Victor Smilgys, AVP of e-commerce at Technology CU in San Jose, said that financial companies should "stay away from questions with answers that may be limited to only a few popular choices." For example, if the system asks for someone's favorite sport, "many people would answer 'baseball' or 'football.'"

Technology CU began using PassMark's software in November, and Smilgys said that PassMark helped it craft its challenge questions. The version the credit union is using also permits people to change their own questions and answers within an online banking session. The CU has programmed the software to recognize some common abbreviations for street names, but not all of them, and it recommends that people avoid all abbreviations.

One feature Smilgys would like to see is permitting customers to write their own challenge questions; he has discussed the idea with the vendor. "That way, it's unique to them," he said.

RSA owns not only the PassMark product but also those developed by Cyota Inc., a New York company RSA bought in December.

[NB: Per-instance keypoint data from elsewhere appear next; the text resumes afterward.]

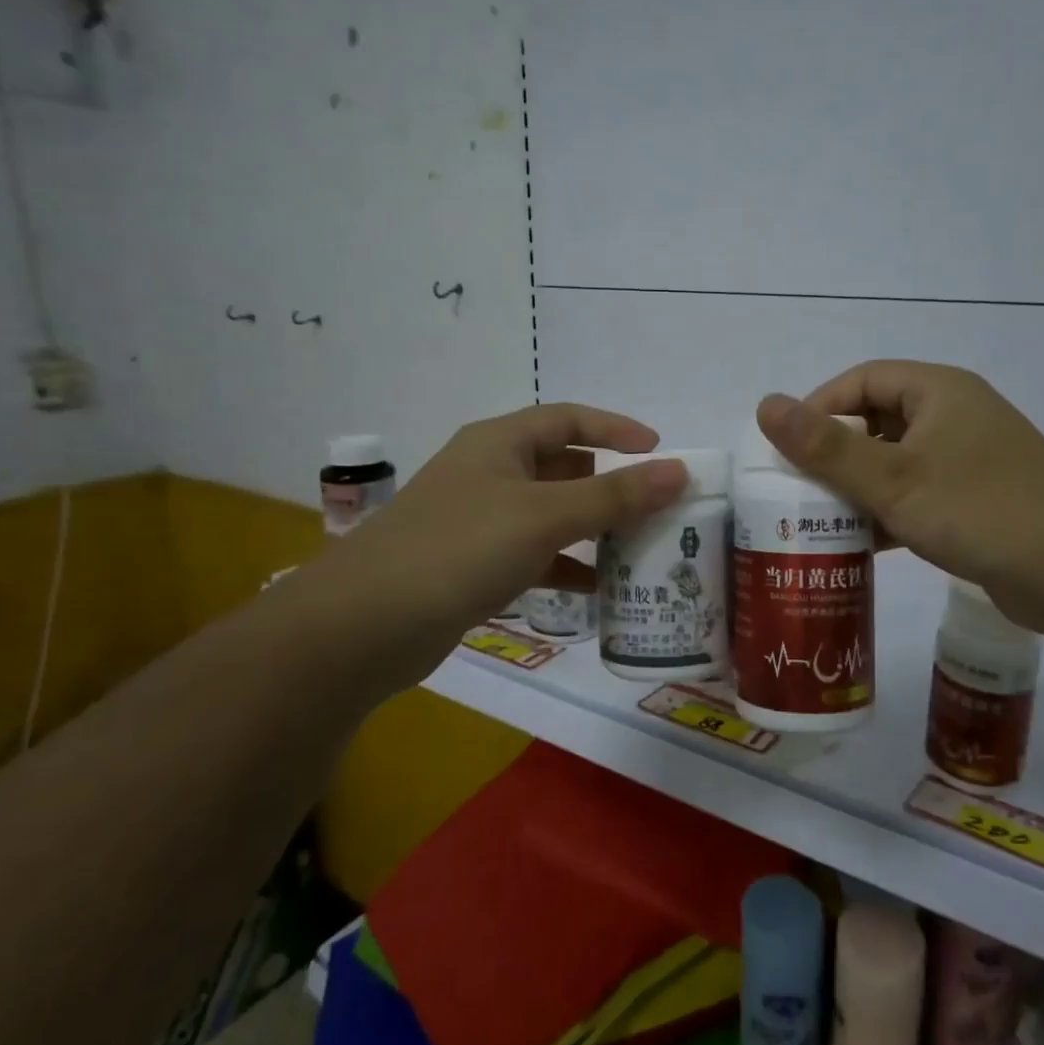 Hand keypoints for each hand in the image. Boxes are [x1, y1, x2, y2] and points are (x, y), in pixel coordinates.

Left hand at [346, 403, 687, 627]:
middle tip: (656, 509)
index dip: (616, 429)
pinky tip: (597, 592)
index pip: (569, 419)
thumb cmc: (459, 548)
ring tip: (638, 550)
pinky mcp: (473, 566)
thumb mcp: (544, 516)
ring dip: (591, 530)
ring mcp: (479, 522)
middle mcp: (489, 474)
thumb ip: (614, 496)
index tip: (660, 451)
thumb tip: (679, 471)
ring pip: (550, 515)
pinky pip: (533, 557)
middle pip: (562, 467)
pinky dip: (565, 568)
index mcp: (500, 443)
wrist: (364, 625)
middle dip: (609, 486)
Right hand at [756, 361, 1043, 632]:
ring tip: (817, 521)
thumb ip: (826, 446)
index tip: (787, 448)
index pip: (862, 380)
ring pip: (895, 463)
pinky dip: (887, 514)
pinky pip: (917, 496)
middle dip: (834, 454)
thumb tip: (766, 404)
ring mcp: (969, 461)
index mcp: (938, 392)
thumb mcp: (892, 478)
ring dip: (858, 489)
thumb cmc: (980, 510)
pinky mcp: (977, 502)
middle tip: (796, 489)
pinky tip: (860, 546)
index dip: (819, 407)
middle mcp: (954, 417)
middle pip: (876, 422) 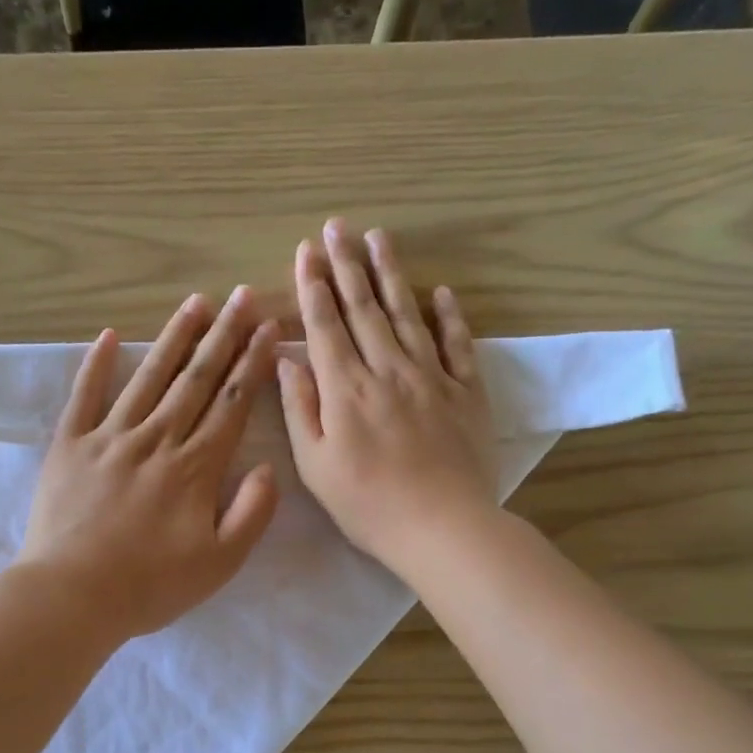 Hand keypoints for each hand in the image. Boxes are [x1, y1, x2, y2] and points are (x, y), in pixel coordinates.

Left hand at [19, 288, 280, 641]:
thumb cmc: (151, 586)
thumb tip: (267, 467)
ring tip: (195, 303)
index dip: (251, 364)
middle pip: (196, 380)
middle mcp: (157, 440)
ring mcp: (110, 438)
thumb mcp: (220, 563)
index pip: (231, 404)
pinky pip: (84, 396)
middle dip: (223, 336)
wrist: (72, 596)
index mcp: (195, 467)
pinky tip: (107, 335)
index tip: (266, 328)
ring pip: (148, 378)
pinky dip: (95, 364)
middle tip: (240, 296)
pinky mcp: (70, 446)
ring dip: (173, 338)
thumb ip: (252, 513)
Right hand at [277, 220, 495, 574]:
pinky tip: (440, 292)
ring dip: (391, 273)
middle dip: (347, 264)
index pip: (325, 325)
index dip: (313, 286)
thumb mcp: (316, 466)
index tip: (306, 251)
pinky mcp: (466, 392)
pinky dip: (448, 316)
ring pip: (407, 314)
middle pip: (364, 308)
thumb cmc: (368, 505)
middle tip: (338, 226)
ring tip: (380, 237)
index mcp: (345, 389)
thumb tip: (287, 360)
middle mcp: (387, 370)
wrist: (442, 527)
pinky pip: (457, 344)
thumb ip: (300, 409)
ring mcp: (431, 377) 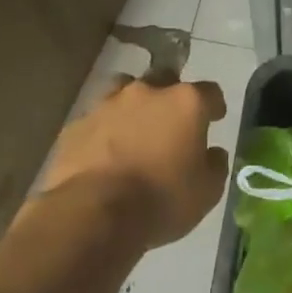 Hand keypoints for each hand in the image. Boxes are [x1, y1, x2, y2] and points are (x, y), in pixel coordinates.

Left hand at [44, 76, 227, 250]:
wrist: (93, 213)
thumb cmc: (161, 200)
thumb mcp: (207, 192)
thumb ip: (215, 165)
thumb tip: (213, 153)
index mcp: (185, 103)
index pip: (210, 92)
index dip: (214, 106)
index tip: (214, 118)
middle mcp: (147, 93)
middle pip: (165, 79)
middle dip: (170, 96)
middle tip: (172, 122)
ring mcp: (107, 105)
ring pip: (124, 90)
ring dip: (133, 105)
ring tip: (134, 129)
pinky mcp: (77, 125)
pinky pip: (96, 119)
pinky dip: (104, 129)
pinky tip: (104, 151) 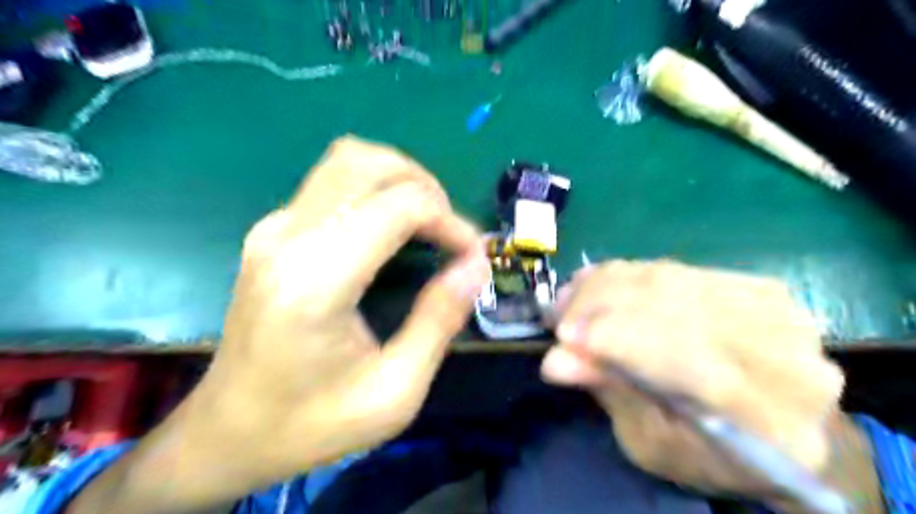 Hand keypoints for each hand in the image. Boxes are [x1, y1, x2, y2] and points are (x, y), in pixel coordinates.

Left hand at [194, 134, 485, 483]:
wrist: (227, 432)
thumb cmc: (311, 424)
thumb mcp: (394, 391)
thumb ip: (439, 321)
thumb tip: (474, 266)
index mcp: (317, 280)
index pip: (400, 206)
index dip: (450, 222)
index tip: (471, 257)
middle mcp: (288, 237)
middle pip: (369, 163)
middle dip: (425, 186)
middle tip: (449, 232)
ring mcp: (273, 228)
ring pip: (348, 161)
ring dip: (399, 180)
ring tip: (426, 222)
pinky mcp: (272, 230)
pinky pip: (333, 183)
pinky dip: (375, 191)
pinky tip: (390, 230)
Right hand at [539, 262, 846, 501]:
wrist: (779, 426)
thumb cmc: (710, 453)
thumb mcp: (652, 443)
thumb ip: (613, 394)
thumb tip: (556, 360)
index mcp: (769, 422)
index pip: (688, 362)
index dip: (618, 339)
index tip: (562, 338)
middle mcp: (787, 357)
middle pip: (676, 307)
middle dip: (602, 304)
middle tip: (558, 314)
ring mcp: (779, 313)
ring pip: (671, 280)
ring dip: (608, 285)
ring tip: (571, 297)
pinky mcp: (759, 286)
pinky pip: (677, 269)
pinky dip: (629, 275)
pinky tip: (599, 283) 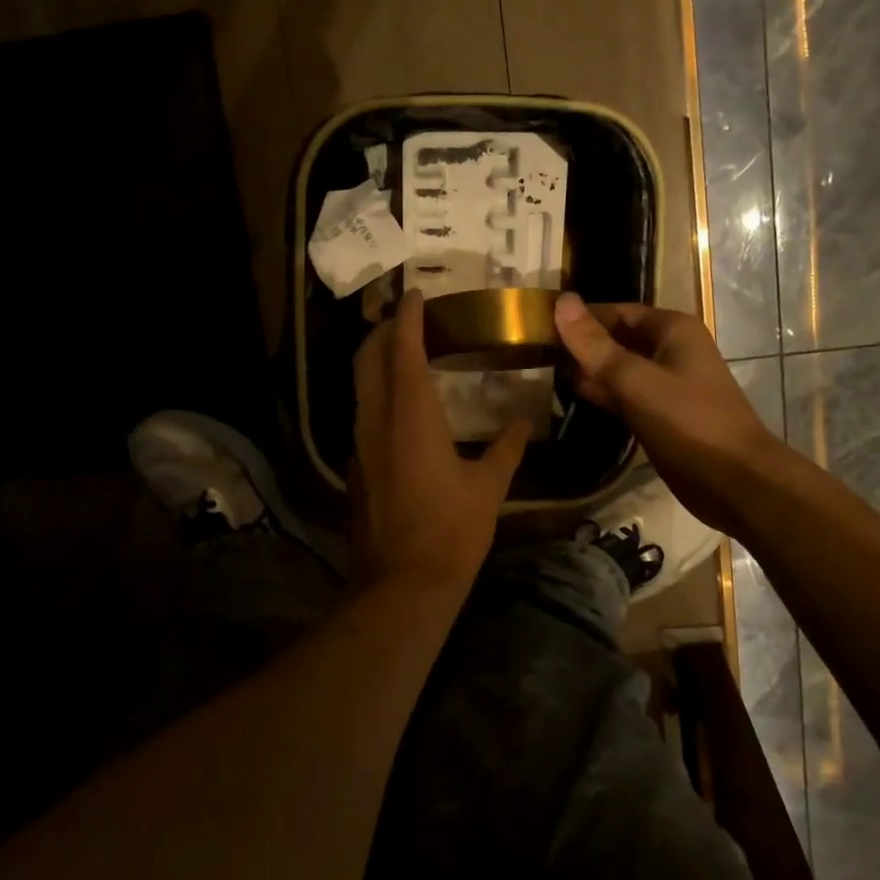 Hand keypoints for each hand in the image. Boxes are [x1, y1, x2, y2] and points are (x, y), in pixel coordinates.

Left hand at [350, 290, 529, 596]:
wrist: (401, 585)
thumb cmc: (451, 531)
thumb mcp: (488, 487)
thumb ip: (507, 448)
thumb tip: (523, 422)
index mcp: (411, 416)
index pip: (402, 350)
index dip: (407, 318)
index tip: (415, 294)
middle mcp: (377, 420)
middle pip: (367, 359)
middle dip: (382, 331)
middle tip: (406, 318)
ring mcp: (360, 443)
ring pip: (360, 385)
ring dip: (375, 360)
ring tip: (403, 351)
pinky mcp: (356, 466)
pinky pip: (363, 412)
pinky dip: (377, 392)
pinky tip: (400, 404)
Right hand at [553, 294, 779, 536]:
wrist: (736, 483)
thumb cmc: (689, 423)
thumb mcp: (636, 381)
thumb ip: (595, 345)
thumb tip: (561, 302)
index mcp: (672, 330)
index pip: (615, 311)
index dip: (579, 317)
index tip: (536, 325)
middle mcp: (670, 350)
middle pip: (616, 339)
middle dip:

Orad said that today between 0.25% and 0.5% of its authentication products' users cannot answer the challenge question presented to them. The failure rate was 1.1% to 2.3% when the products were introduced.

Timing Is Everything

When RSA bought PassMark, it learned that the timing of the questions can be critical. The PassMark product presents the challenge when people log in, when customers expect to undergo authentication and are more willing to read the instructions carefully, Orad said.

Cyota's software asks questions when people try to initiate risky transactions-after they have logged in to the website. Orad said people can be impatient and are less focused on authentication once they have moved past that process, and asking challenge questions later in an online banking session can be off-putting.

In those cases, the questions must be as succinct as possible, or people might get them wrong, he said.

George Tubin, senior analyst at TowerGroup Inc., a Needham, Mass., said banks should pay attention to the technology they use to evaluate the answers.

A system designed to use "fuzzy logic" is better at interpreting human answers than systems that accept only a single answer.

For example, some questions ask people the name of their high school. "If you went to St. Mary's, how you spell the word 'Saint' could be any one of six different ways," he said.

However, Avivah Litan, vice president and research director at the Stamford, Conn., market research company Gartner Inc., said that challenge questions may not provide enough security. Simplifying questions is another way of saying "they had to dumb down the questions," and "if they're easy for the customer, they're easy for the fraudster."